— ASSIGNED TASK —
Check every line of the records below for the string "Right" and copy the ones that have it.

Saved entries:

******************************

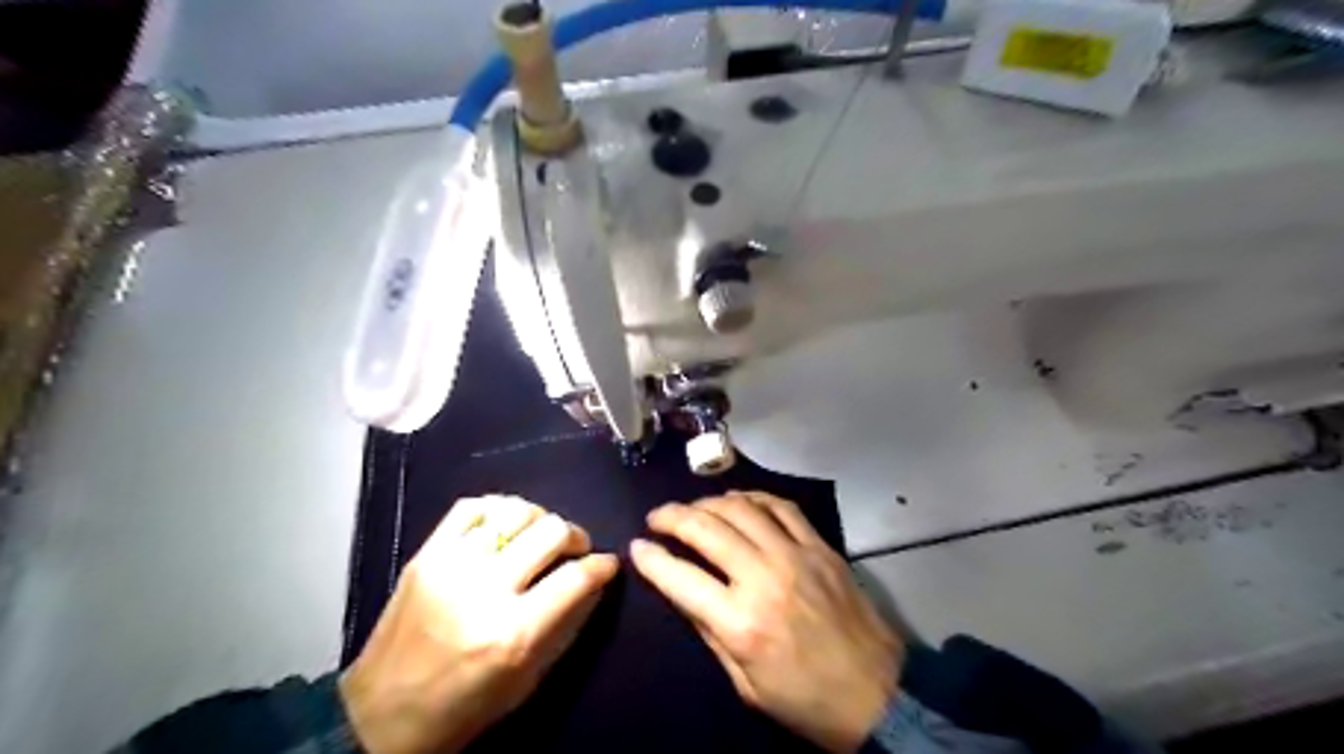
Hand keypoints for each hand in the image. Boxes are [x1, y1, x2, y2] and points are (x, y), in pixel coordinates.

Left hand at [341, 494, 619, 753]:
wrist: (379, 717)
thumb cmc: (463, 708)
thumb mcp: (527, 680)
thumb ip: (566, 625)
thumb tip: (595, 581)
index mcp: (512, 633)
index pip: (575, 577)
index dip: (601, 565)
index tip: (608, 563)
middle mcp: (484, 590)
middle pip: (551, 532)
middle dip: (576, 536)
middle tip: (576, 548)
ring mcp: (450, 566)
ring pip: (514, 511)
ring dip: (540, 519)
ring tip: (540, 535)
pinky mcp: (425, 555)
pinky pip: (470, 507)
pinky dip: (497, 508)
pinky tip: (505, 524)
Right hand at [630, 493, 900, 750]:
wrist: (880, 696)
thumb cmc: (807, 701)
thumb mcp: (746, 685)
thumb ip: (711, 633)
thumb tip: (684, 591)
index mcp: (741, 623)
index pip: (680, 577)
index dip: (651, 559)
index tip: (637, 546)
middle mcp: (764, 578)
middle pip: (706, 529)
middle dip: (672, 516)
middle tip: (657, 517)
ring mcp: (796, 555)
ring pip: (741, 508)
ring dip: (708, 502)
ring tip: (693, 508)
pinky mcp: (821, 547)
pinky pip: (782, 507)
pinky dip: (754, 497)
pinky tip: (738, 501)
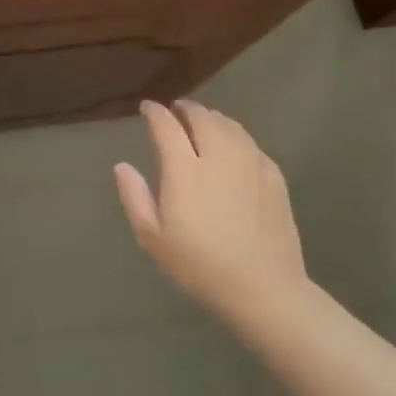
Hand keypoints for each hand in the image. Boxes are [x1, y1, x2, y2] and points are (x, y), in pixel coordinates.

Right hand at [115, 99, 311, 323]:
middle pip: (202, 118)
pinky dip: (237, 136)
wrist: (263, 288)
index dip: (155, 113)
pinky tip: (234, 146)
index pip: (167, 127)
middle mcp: (218, 158)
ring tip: (204, 121)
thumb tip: (122, 166)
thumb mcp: (153, 238)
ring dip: (213, 118)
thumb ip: (135, 197)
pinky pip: (251, 144)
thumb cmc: (199, 266)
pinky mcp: (274, 177)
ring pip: (230, 126)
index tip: (147, 107)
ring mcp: (250, 165)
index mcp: (185, 170)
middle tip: (177, 110)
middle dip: (186, 109)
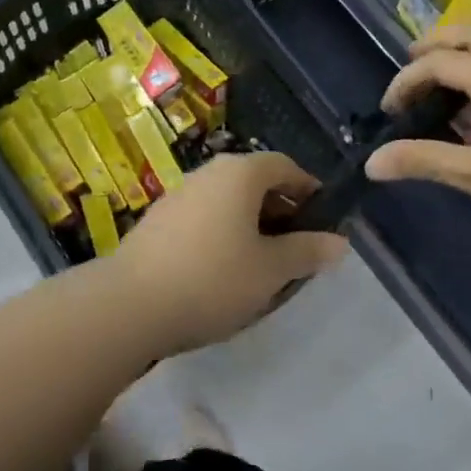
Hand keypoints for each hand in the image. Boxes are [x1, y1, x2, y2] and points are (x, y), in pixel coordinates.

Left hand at [110, 151, 348, 353]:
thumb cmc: (213, 279)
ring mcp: (178, 194)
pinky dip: (222, 233)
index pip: (285, 166)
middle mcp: (208, 173)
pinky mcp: (158, 220)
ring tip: (262, 264)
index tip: (323, 221)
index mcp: (240, 173)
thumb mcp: (270, 270)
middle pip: (255, 181)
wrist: (130, 304)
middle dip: (281, 210)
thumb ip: (307, 252)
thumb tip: (339, 243)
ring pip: (227, 200)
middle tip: (296, 247)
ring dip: (250, 224)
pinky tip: (222, 270)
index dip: (309, 190)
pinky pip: (203, 216)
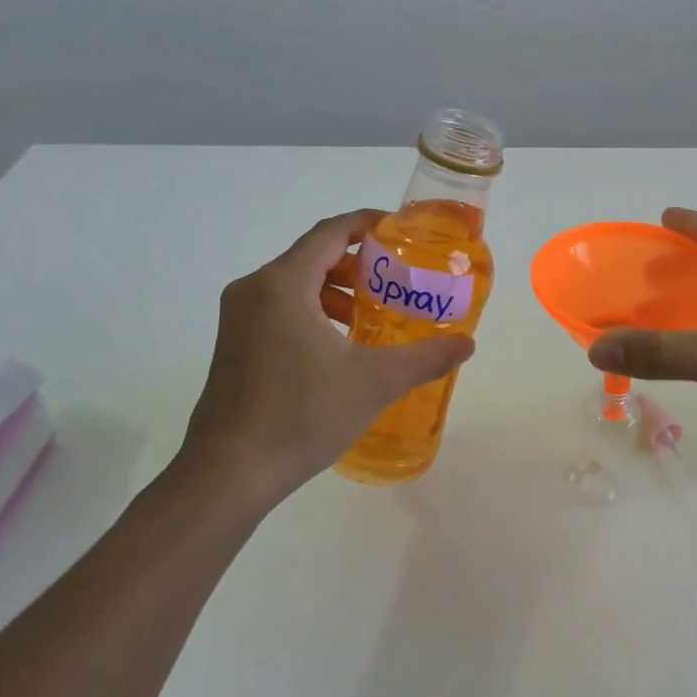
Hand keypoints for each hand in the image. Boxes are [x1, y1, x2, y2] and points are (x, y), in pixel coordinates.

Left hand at [173, 210, 473, 502]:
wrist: (229, 472)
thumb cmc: (302, 414)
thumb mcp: (375, 382)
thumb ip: (426, 358)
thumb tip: (467, 344)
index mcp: (283, 284)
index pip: (330, 232)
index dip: (368, 224)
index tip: (401, 232)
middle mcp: (254, 289)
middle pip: (312, 255)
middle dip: (357, 263)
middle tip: (395, 282)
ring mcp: (237, 318)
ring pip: (294, 283)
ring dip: (334, 290)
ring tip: (369, 317)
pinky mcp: (233, 344)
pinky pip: (278, 308)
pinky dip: (312, 311)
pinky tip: (337, 347)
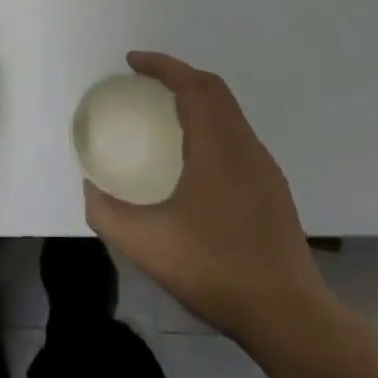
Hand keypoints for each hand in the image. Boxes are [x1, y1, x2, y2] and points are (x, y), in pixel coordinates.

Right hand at [83, 52, 340, 350]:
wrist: (287, 314)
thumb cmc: (214, 270)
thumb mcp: (144, 244)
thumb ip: (107, 213)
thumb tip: (90, 188)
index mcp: (218, 149)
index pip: (193, 86)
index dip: (162, 66)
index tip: (131, 62)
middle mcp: (246, 149)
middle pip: (215, 92)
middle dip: (179, 77)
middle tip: (144, 84)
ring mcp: (265, 171)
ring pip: (231, 116)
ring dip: (198, 102)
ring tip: (164, 117)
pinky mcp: (273, 192)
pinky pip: (238, 140)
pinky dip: (211, 128)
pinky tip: (192, 163)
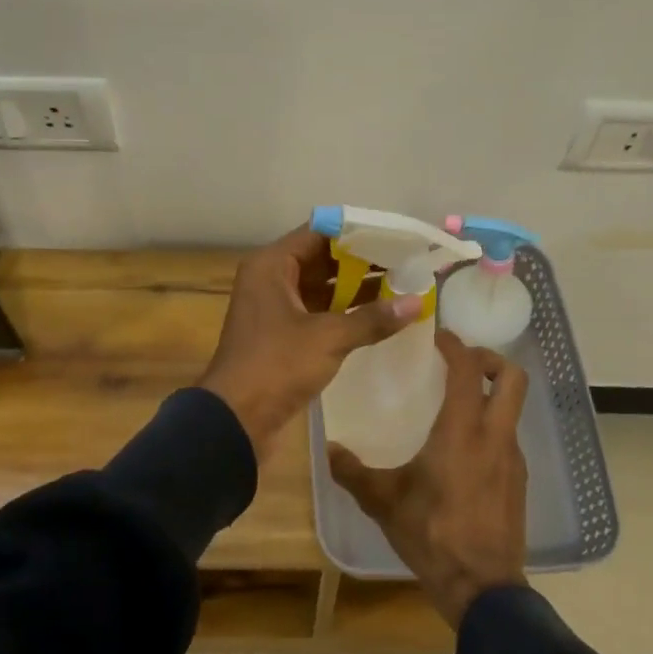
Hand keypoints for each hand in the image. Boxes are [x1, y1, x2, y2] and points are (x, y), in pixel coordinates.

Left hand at [198, 226, 421, 454]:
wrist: (235, 420)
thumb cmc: (276, 365)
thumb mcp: (328, 338)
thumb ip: (372, 318)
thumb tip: (417, 302)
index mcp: (272, 265)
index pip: (319, 233)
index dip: (357, 234)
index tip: (394, 237)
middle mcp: (271, 279)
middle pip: (322, 259)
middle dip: (363, 261)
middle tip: (405, 261)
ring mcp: (276, 307)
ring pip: (322, 286)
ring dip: (357, 287)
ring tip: (401, 285)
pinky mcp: (283, 334)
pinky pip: (319, 311)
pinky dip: (345, 311)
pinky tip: (379, 315)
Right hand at [328, 330, 530, 628]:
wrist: (482, 587)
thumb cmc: (432, 534)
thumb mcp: (384, 502)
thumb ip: (354, 473)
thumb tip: (328, 449)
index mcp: (463, 430)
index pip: (469, 369)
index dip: (456, 345)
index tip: (437, 337)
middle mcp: (495, 436)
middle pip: (513, 378)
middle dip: (490, 360)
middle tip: (461, 362)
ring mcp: (513, 459)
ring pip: (513, 408)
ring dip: (491, 395)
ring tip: (456, 405)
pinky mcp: (519, 481)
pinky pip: (508, 437)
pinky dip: (491, 426)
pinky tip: (464, 450)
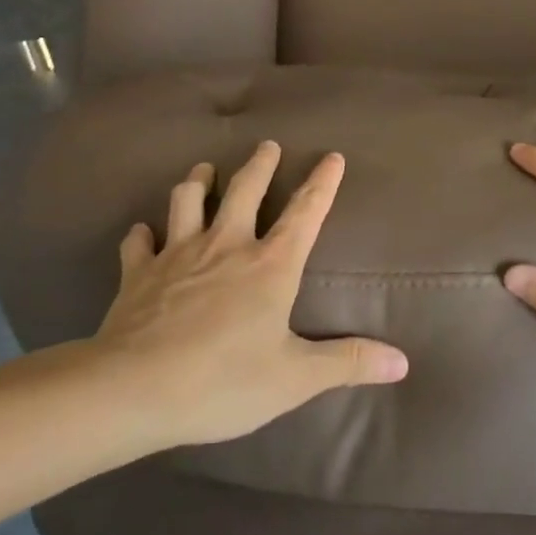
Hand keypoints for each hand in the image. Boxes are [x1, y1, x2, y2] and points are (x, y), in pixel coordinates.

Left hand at [91, 141, 408, 446]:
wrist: (133, 389)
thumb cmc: (223, 381)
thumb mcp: (294, 378)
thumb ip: (347, 363)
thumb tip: (401, 363)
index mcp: (269, 265)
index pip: (304, 214)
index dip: (321, 184)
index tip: (332, 156)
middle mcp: (225, 245)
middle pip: (245, 189)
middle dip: (260, 165)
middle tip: (267, 145)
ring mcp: (177, 254)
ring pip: (188, 200)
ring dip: (198, 182)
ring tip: (204, 170)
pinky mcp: (138, 272)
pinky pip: (138, 242)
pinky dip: (143, 234)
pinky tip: (143, 233)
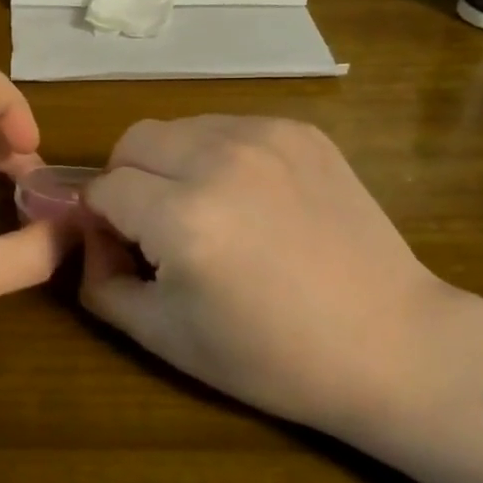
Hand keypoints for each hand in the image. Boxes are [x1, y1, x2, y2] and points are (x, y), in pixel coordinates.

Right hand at [79, 116, 482, 482]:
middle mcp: (218, 161)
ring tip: (204, 208)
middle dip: (127, 179)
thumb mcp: (164, 337)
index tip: (122, 247)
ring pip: (179, 127)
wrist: (393, 345)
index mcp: (183, 218)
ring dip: (170, 162)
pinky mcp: (301, 132)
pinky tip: (249, 198)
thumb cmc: (271, 356)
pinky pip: (228, 127)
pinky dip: (217, 155)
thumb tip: (89, 238)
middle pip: (132, 141)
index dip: (100, 219)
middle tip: (154, 224)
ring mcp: (265, 138)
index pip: (103, 188)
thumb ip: (100, 283)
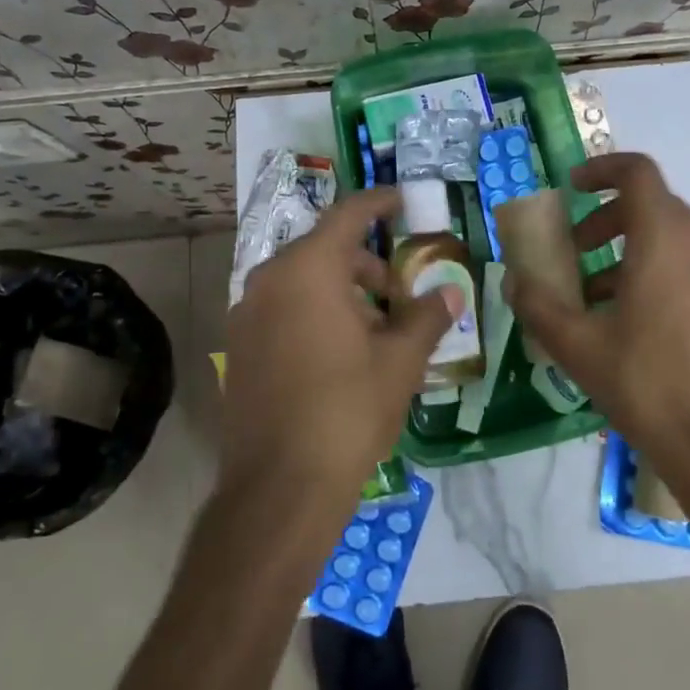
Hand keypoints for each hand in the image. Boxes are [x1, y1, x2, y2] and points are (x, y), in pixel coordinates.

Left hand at [221, 187, 456, 505]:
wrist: (280, 488)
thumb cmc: (347, 411)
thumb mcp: (400, 361)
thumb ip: (427, 317)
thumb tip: (451, 291)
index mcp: (308, 270)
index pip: (348, 215)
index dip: (379, 202)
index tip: (402, 200)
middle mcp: (269, 281)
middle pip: (324, 251)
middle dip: (366, 264)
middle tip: (400, 292)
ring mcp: (246, 315)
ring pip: (302, 282)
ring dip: (341, 292)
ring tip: (375, 330)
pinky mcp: (238, 348)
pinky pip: (282, 310)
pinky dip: (313, 313)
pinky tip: (339, 353)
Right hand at [503, 152, 689, 498]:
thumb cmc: (649, 387)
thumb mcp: (578, 347)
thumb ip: (538, 305)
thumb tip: (513, 280)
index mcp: (665, 238)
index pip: (637, 172)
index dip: (601, 169)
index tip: (572, 188)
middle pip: (652, 206)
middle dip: (606, 220)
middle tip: (574, 252)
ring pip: (673, 240)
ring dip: (630, 252)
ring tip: (597, 298)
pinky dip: (660, 274)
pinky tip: (637, 326)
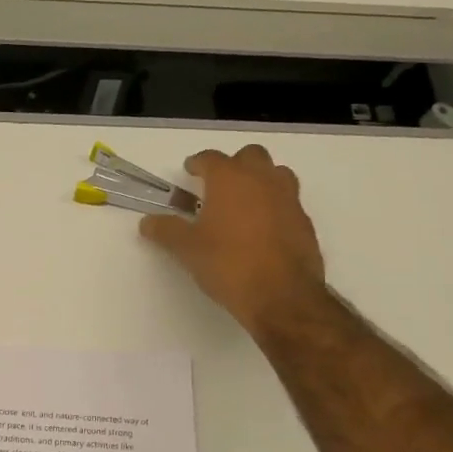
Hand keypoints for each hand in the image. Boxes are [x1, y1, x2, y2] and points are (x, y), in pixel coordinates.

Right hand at [140, 145, 328, 335]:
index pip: (211, 158)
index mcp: (230, 179)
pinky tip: (263, 229)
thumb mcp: (187, 249)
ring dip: (261, 180)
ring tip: (245, 202)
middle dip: (234, 164)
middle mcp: (262, 180)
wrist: (281, 295)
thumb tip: (147, 222)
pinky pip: (289, 202)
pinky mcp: (305, 222)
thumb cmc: (228, 264)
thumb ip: (166, 231)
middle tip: (219, 184)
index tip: (190, 170)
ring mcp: (289, 199)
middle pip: (250, 156)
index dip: (198, 163)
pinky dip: (275, 206)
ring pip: (276, 174)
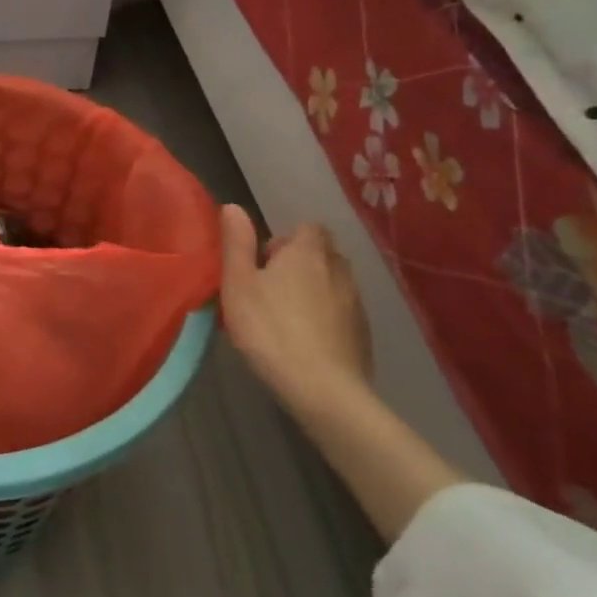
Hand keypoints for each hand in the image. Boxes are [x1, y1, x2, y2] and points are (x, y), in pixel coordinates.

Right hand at [219, 206, 372, 415]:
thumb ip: (236, 243)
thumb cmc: (271, 330)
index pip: (307, 227)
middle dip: (301, 263)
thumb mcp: (238, 284)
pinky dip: (328, 317)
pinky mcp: (363, 334)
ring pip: (334, 283)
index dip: (286, 239)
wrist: (323, 390)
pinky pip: (343, 312)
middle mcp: (338, 270)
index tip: (265, 261)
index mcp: (307, 253)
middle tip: (272, 287)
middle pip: (323, 254)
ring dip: (315, 290)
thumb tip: (233, 206)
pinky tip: (308, 341)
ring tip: (288, 315)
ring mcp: (356, 303)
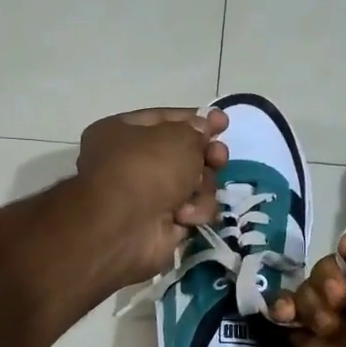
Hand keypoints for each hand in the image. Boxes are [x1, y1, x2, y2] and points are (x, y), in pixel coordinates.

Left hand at [72, 107, 229, 287]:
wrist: (126, 227)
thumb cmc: (147, 168)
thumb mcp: (178, 136)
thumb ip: (197, 130)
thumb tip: (203, 132)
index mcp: (122, 133)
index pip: (165, 119)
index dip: (196, 119)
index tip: (223, 122)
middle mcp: (132, 163)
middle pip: (183, 154)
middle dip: (206, 156)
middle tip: (218, 158)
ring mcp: (147, 196)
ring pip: (194, 184)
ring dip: (202, 186)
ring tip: (196, 190)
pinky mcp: (162, 224)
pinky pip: (192, 211)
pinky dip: (194, 212)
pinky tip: (184, 215)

******************************

— TASK RESULT —
Right hand at [630, 493, 900, 750]:
Right hand at [115, 99, 311, 323]:
Right hand at [83, 52, 340, 350]:
Right hand at [328, 330, 530, 628]:
Right hand at [79, 116, 482, 482]:
Right hand at [503, 152, 689, 498]:
Right hand at [140, 145, 328, 335]:
Right hand at [219, 206, 372, 415]:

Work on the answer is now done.